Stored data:
══════════════════════════════
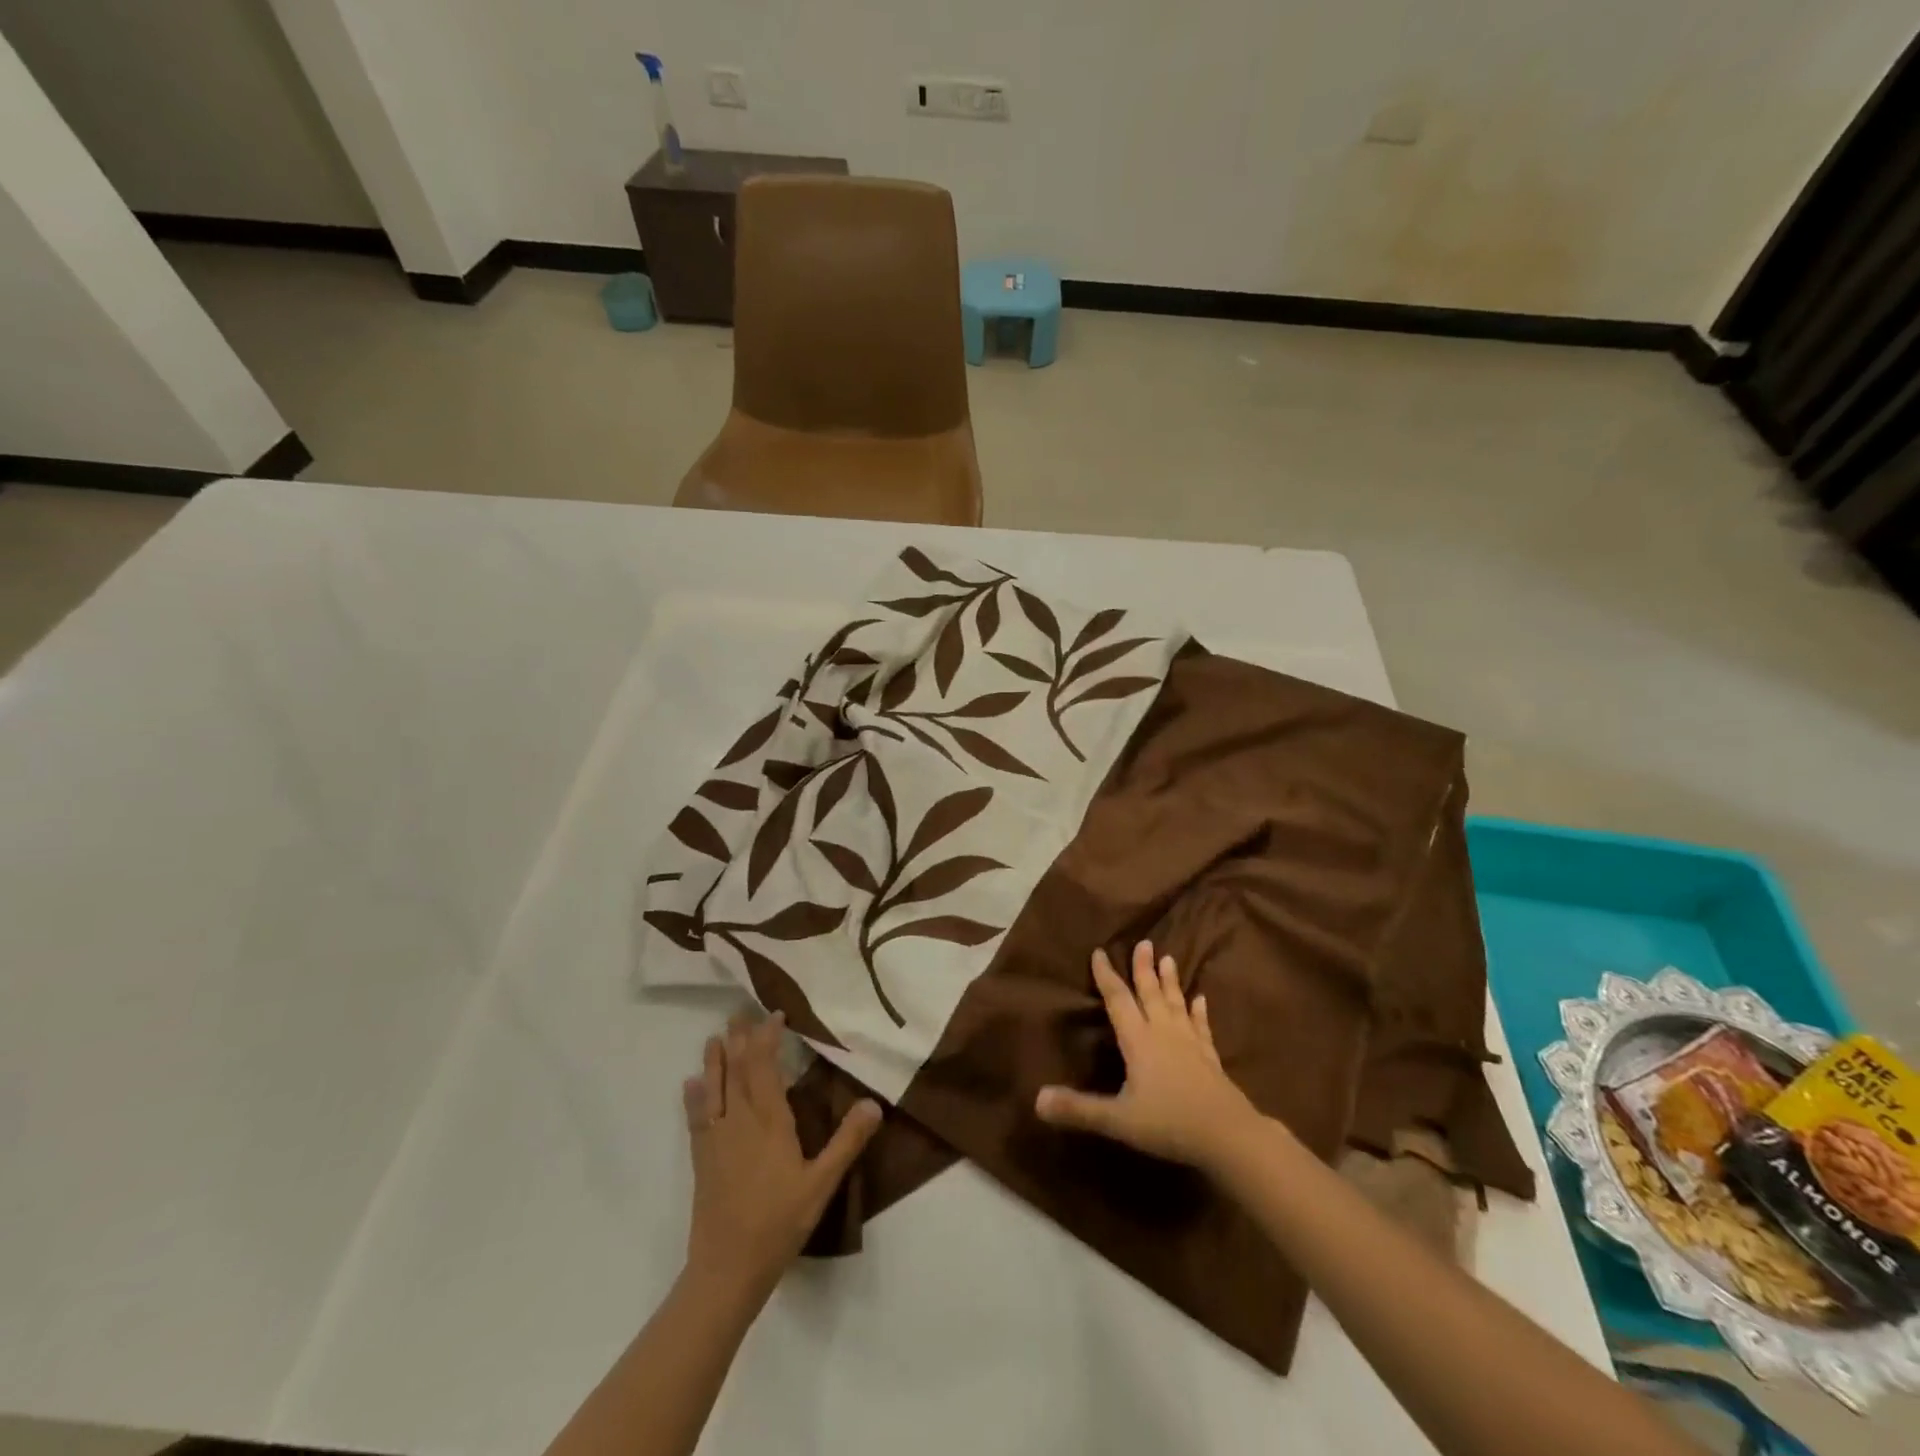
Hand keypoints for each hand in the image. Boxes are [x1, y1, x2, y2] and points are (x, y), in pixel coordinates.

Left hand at [682, 1011, 880, 1305]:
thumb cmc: (779, 1222)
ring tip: (713, 1037)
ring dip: (715, 1061)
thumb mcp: (822, 1183)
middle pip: (738, 1071)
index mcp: (770, 1122)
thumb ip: (847, 1142)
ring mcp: (717, 1140)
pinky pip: (696, 1119)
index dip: (768, 1039)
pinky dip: (693, 1098)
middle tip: (740, 1013)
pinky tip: (690, 1085)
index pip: (766, 1068)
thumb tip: (873, 1103)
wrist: (728, 1269)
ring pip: (715, 1089)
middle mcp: (740, 1121)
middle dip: (740, 1040)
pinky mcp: (702, 1160)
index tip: (775, 1015)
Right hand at [1035, 941, 1259, 1172]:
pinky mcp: (1210, 1057)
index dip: (1106, 976)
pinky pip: (1201, 1027)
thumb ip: (1078, 1109)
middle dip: (1144, 968)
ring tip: (1169, 959)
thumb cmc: (1169, 1123)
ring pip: (1176, 1004)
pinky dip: (1199, 1012)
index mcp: (1138, 1040)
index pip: (1118, 1000)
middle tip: (1144, 942)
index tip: (1099, 952)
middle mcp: (1163, 1033)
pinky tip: (1201, 1000)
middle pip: (1150, 994)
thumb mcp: (1118, 1120)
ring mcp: (1189, 1043)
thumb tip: (1037, 1100)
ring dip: (1170, 982)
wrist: (1228, 1135)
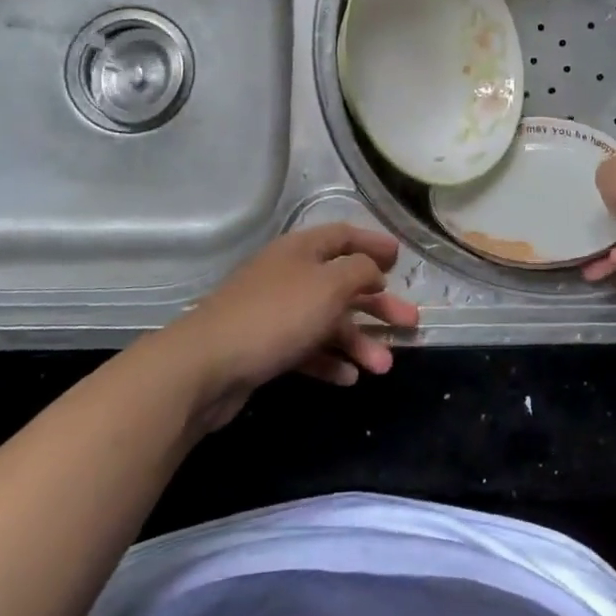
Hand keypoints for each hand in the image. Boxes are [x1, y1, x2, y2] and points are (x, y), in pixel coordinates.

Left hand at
══════════════════════════════
Work instructions: Print, without pictures, exactly the lines from the one containing "ring dip: (1170, 982)" through the final line of the records above.

Solution for this problem:
ring dip: (1170, 982)
wrist: (1228, 1135)
Hand keypoints for each hand in the image. Boxes are [x1, y1, x2, y2] and points are (x, y), in pixel coordinates.

Left hand at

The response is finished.